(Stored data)
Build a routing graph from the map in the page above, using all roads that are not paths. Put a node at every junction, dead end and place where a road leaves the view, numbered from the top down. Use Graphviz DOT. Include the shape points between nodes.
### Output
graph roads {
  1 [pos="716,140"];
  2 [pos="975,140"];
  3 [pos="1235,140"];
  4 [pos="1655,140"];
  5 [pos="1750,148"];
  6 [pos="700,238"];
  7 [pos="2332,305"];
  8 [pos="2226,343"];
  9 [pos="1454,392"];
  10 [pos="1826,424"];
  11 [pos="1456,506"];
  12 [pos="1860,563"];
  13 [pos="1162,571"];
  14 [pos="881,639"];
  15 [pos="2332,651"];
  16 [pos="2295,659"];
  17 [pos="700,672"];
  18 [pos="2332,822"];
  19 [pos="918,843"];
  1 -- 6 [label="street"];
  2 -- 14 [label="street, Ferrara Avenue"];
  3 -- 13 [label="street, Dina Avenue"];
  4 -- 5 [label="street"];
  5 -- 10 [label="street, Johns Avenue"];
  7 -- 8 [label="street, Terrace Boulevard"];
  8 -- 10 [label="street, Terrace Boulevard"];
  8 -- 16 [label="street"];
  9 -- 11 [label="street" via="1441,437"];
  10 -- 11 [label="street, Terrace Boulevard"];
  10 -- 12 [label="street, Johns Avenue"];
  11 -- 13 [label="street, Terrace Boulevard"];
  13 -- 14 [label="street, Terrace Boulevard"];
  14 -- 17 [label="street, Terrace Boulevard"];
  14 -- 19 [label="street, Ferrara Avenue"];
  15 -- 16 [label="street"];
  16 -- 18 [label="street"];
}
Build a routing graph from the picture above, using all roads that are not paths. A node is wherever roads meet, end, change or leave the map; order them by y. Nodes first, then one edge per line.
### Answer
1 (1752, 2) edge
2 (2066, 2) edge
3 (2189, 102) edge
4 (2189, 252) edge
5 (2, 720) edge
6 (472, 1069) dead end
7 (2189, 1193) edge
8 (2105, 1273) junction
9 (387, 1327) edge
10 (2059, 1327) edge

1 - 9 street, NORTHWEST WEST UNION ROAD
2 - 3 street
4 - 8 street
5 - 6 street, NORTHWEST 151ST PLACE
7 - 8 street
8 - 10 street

# [WHAT YOU NEED TO DO]
Extract the complete data, matching each line exactly.

# [TASK RESPONSE]
Build a routing graph from the map in the page above, using all roads that are not paths. Put a node at every junction, dead end and place where a road leaves the view, numbered from the top down. Use Graphviz DOT. Include the shape points between nodes.
### Output
graph roads {
  1 [pos="716,140"];
  2 [pos="975,140"];
  3 [pos="1235,140"];
  4 [pos="1655,140"];
  5 [pos="1750,148"];
  6 [pos="700,238"];
  7 [pos="2332,305"];
  8 [pos="2226,343"];
  9 [pos="1454,392"];
  10 [pos="1826,424"];
  11 [pos="1456,506"];
  12 [pos="1860,563"];
  13 [pos="1162,571"];
  14 [pos="881,639"];
  15 [pos="2332,651"];
  16 [pos="2295,659"];
  17 [pos="700,672"];
  18 [pos="2332,822"];
  19 [pos="918,843"];
  1 -- 6 [label="street"];
  2 -- 14 [label="street, Ferrara Avenue"];
  3 -- 13 [label="street, Dina Avenue"];
  4 -- 5 [label="street"];
  5 -- 10 [label="street, Johns Avenue"];
  7 -- 8 [label="street, Terrace Boulevard"];
  8 -- 10 [label="street, Terrace Boulevard"];
  8 -- 16 [label="street"];
  9 -- 11 [label="street" via="1441,437"];
  10 -- 11 [label="street, Terrace Boulevard"];
  10 -- 12 [label="street, Johns Avenue"];
  11 -- 13 [label="street, Terrace Boulevard"];
  13 -- 14 [label="street, Terrace Boulevard"];
  14 -- 17 [label="street, Terrace Boulevard"];
  14 -- 19 [label="street, Ferrara Avenue"];
  15 -- 16 [label="street"];
  16 -- 18 [label="street"];
}
Build a routing graph from the picture above, using all roads that are not paths. A node is wherever roads meet, end, change or leave the map; order them by y. Nodes first, then one edge per line.
### Answer
1 (1752, 2) edge
2 (2066, 2) edge
3 (2189, 102) edge
4 (2189, 252) edge
5 (2, 720) edge
6 (472, 1069) dead end
7 (2189, 1193) edge
8 (2105, 1273) junction
9 (387, 1327) edge
10 (2059, 1327) edge

1 - 9 street, NORTHWEST WEST UNION ROAD
2 - 3 street
4 - 8 street
5 - 6 street, NORTHWEST 151ST PLACE
7 - 8 street
8 - 10 street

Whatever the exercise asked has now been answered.